:: Entries shown ::
• • •
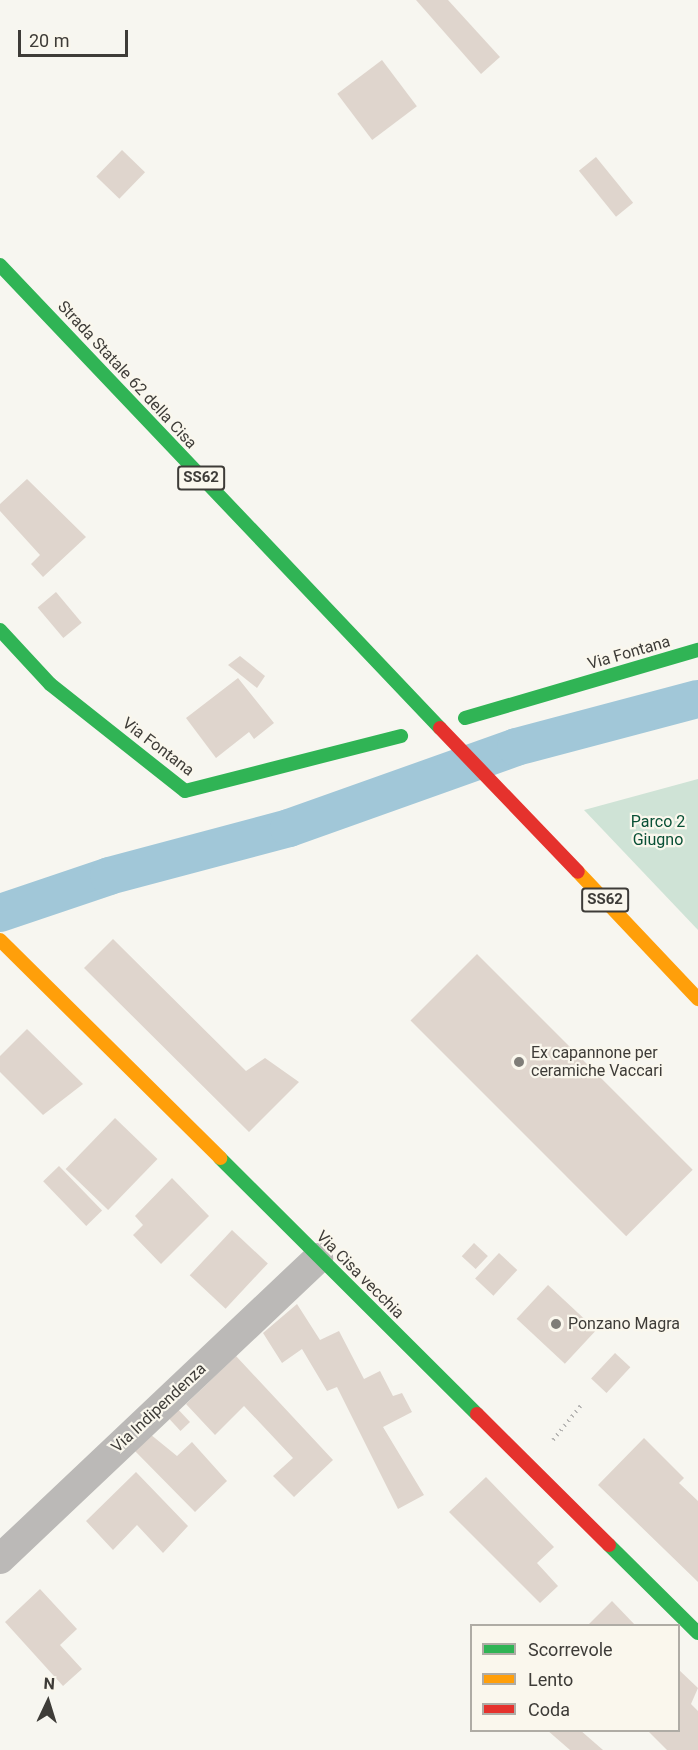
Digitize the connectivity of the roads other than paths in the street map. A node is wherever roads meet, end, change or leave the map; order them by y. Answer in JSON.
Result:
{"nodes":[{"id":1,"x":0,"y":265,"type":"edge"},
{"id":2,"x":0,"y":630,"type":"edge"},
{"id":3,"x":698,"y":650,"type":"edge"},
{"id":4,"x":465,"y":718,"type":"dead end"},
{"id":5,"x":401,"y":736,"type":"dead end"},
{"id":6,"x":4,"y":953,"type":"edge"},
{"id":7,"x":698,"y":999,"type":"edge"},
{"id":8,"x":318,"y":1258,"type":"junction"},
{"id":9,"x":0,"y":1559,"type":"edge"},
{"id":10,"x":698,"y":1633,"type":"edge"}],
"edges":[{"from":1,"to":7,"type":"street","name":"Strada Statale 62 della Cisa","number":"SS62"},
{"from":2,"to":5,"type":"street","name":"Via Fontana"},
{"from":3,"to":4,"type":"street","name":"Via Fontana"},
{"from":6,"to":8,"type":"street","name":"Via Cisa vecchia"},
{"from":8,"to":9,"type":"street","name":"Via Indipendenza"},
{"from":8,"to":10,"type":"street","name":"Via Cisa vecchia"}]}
• • •
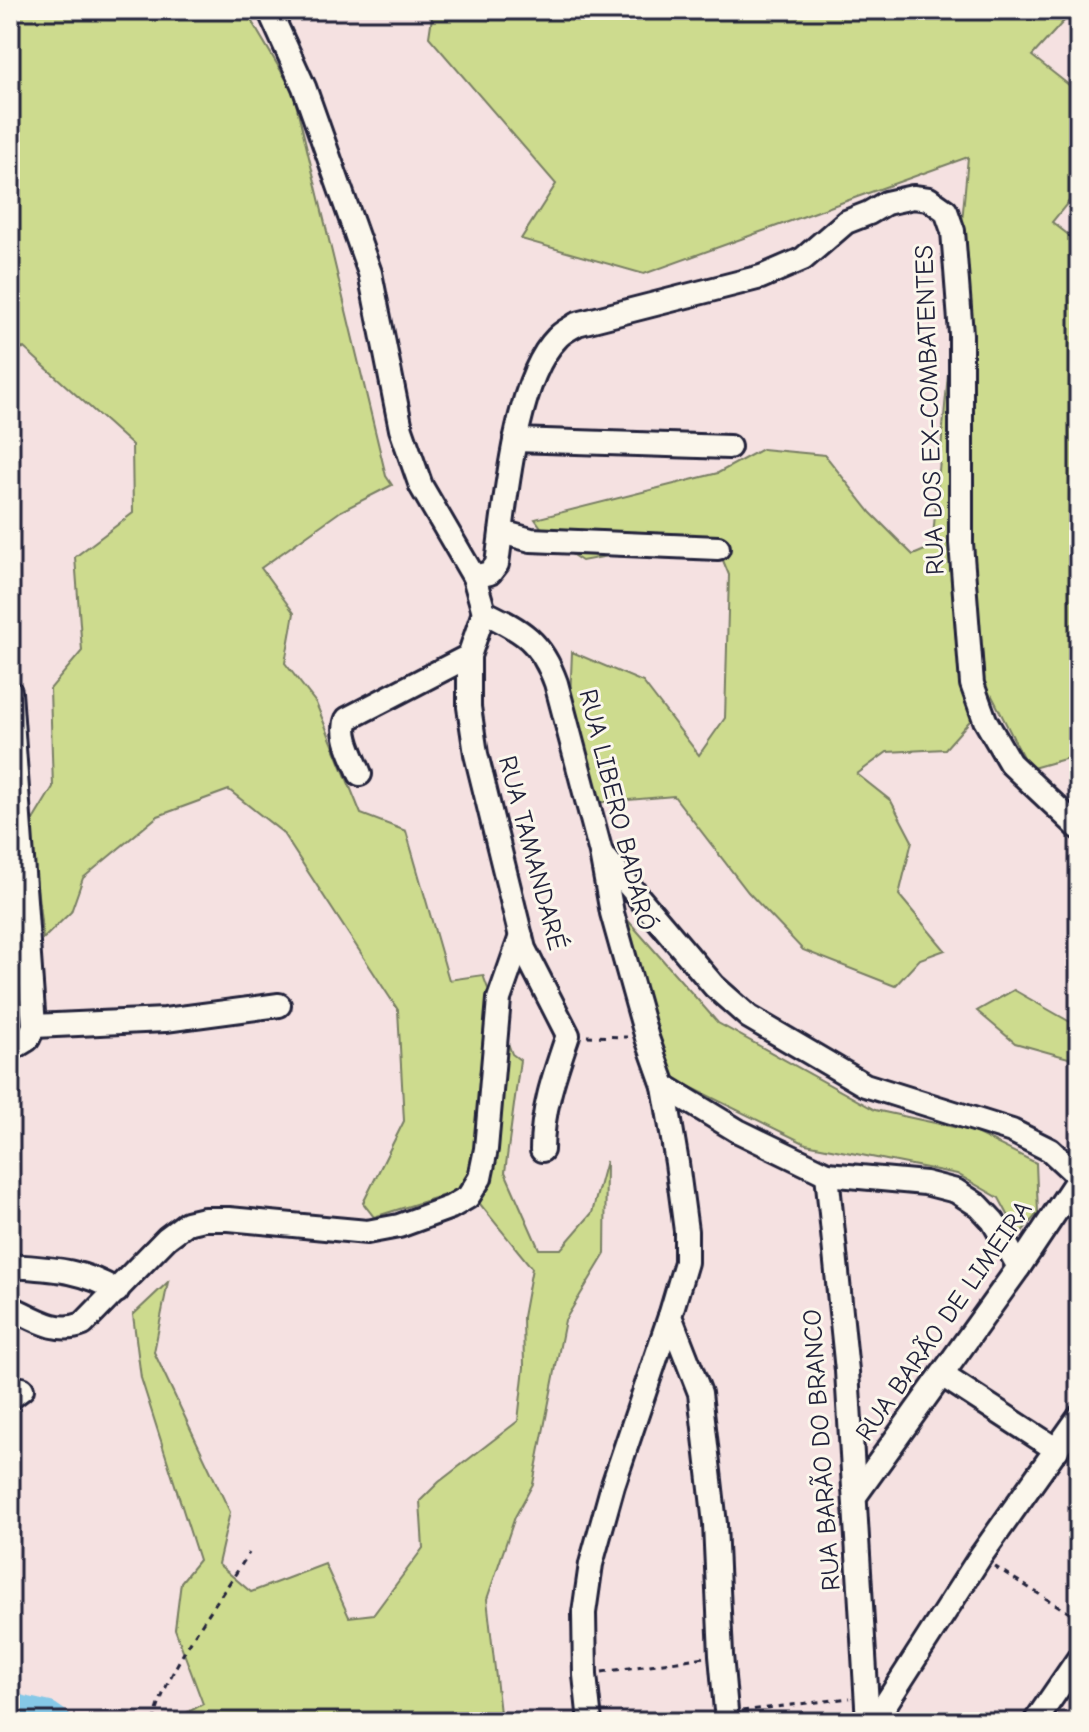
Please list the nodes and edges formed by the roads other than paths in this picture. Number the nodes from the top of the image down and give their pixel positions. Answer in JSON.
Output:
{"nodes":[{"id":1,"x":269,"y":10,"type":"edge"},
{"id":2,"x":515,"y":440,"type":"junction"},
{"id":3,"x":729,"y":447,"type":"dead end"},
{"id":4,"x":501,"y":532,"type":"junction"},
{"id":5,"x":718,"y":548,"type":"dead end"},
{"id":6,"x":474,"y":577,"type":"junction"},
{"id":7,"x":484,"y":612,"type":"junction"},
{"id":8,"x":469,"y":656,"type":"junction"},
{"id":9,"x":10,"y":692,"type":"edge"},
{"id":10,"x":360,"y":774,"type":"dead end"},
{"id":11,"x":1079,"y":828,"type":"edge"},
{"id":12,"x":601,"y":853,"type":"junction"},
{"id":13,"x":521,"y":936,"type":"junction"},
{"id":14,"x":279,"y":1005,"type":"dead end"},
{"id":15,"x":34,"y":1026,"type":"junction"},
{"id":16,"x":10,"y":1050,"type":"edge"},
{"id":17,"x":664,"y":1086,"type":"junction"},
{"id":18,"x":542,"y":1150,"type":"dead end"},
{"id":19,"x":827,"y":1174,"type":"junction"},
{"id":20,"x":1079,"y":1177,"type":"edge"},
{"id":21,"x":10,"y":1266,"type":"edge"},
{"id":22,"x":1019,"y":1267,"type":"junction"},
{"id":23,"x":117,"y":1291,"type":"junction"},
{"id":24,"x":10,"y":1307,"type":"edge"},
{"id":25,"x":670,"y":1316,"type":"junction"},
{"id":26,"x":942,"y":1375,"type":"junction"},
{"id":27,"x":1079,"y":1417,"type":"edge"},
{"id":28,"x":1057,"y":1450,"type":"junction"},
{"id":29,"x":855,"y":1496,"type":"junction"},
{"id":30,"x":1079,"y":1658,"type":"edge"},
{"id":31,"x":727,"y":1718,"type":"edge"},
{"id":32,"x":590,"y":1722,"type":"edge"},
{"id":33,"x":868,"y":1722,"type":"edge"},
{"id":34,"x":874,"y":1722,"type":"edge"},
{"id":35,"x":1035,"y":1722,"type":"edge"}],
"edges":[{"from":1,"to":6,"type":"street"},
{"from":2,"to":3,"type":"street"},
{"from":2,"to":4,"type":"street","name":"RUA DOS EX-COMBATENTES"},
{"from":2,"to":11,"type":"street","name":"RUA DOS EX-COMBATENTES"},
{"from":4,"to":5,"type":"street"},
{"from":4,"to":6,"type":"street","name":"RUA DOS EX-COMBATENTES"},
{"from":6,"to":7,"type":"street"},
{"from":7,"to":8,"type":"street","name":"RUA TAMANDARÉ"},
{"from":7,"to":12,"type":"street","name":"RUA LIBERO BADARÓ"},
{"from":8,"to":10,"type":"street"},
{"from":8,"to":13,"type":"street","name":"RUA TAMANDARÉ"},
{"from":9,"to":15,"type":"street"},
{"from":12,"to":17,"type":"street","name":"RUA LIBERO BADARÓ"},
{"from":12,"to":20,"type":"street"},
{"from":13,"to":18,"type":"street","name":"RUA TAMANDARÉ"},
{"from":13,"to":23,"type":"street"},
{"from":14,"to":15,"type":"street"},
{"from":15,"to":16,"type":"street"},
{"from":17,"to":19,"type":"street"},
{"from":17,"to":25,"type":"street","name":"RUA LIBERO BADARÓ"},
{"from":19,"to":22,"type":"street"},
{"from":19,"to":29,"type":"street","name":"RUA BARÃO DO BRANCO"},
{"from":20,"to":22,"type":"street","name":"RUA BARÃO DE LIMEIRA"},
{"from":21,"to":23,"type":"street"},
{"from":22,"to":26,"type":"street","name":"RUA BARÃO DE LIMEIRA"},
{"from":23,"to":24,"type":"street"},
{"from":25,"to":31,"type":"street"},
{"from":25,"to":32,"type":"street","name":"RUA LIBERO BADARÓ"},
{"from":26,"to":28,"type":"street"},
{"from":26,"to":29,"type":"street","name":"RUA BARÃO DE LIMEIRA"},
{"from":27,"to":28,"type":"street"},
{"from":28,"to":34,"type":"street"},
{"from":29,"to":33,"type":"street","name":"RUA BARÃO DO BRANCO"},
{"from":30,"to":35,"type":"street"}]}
• • •
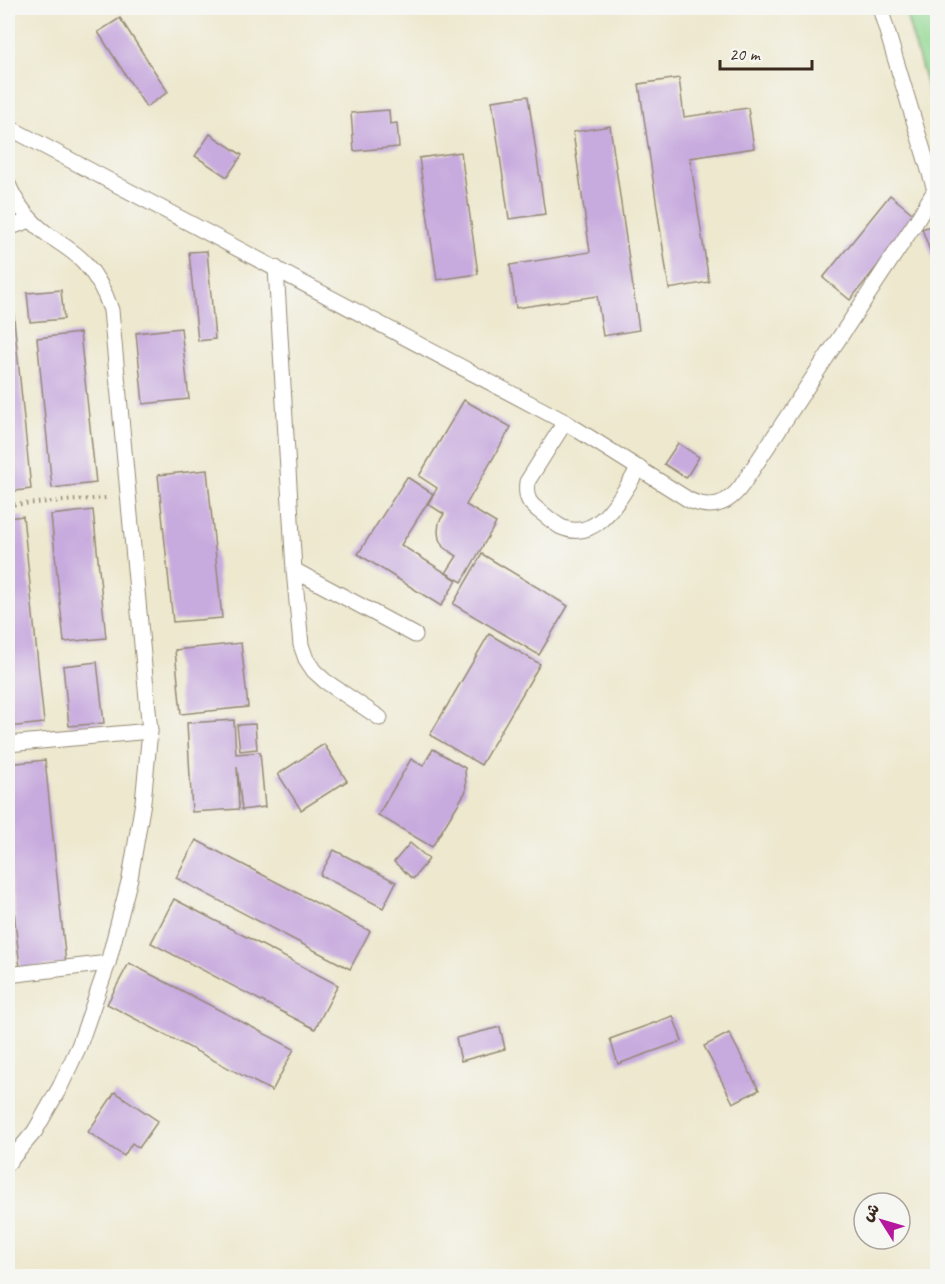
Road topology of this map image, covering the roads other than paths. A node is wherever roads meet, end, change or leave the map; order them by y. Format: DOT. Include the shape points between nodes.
• • •
:: What to produce ::
Copy down each line in the entries that has the word "paths".

:: Output for this exercise ::
Digitize the connectivity of the roads other than paths in the street map. A node is wherever roads meet, end, change or leave the map; order them by y. Answer in JSON.
Please list the nodes and edges formed by the roads other than paths in this picture. Number the nodes from the top of the image down and give their pixel positions. Answer in JSON.
Road topology of this map image, covering the roads other than paths. A node is wherever roads meet, end, change or leave the map; order them by y. Format: DOT. Include the shape points between nodes.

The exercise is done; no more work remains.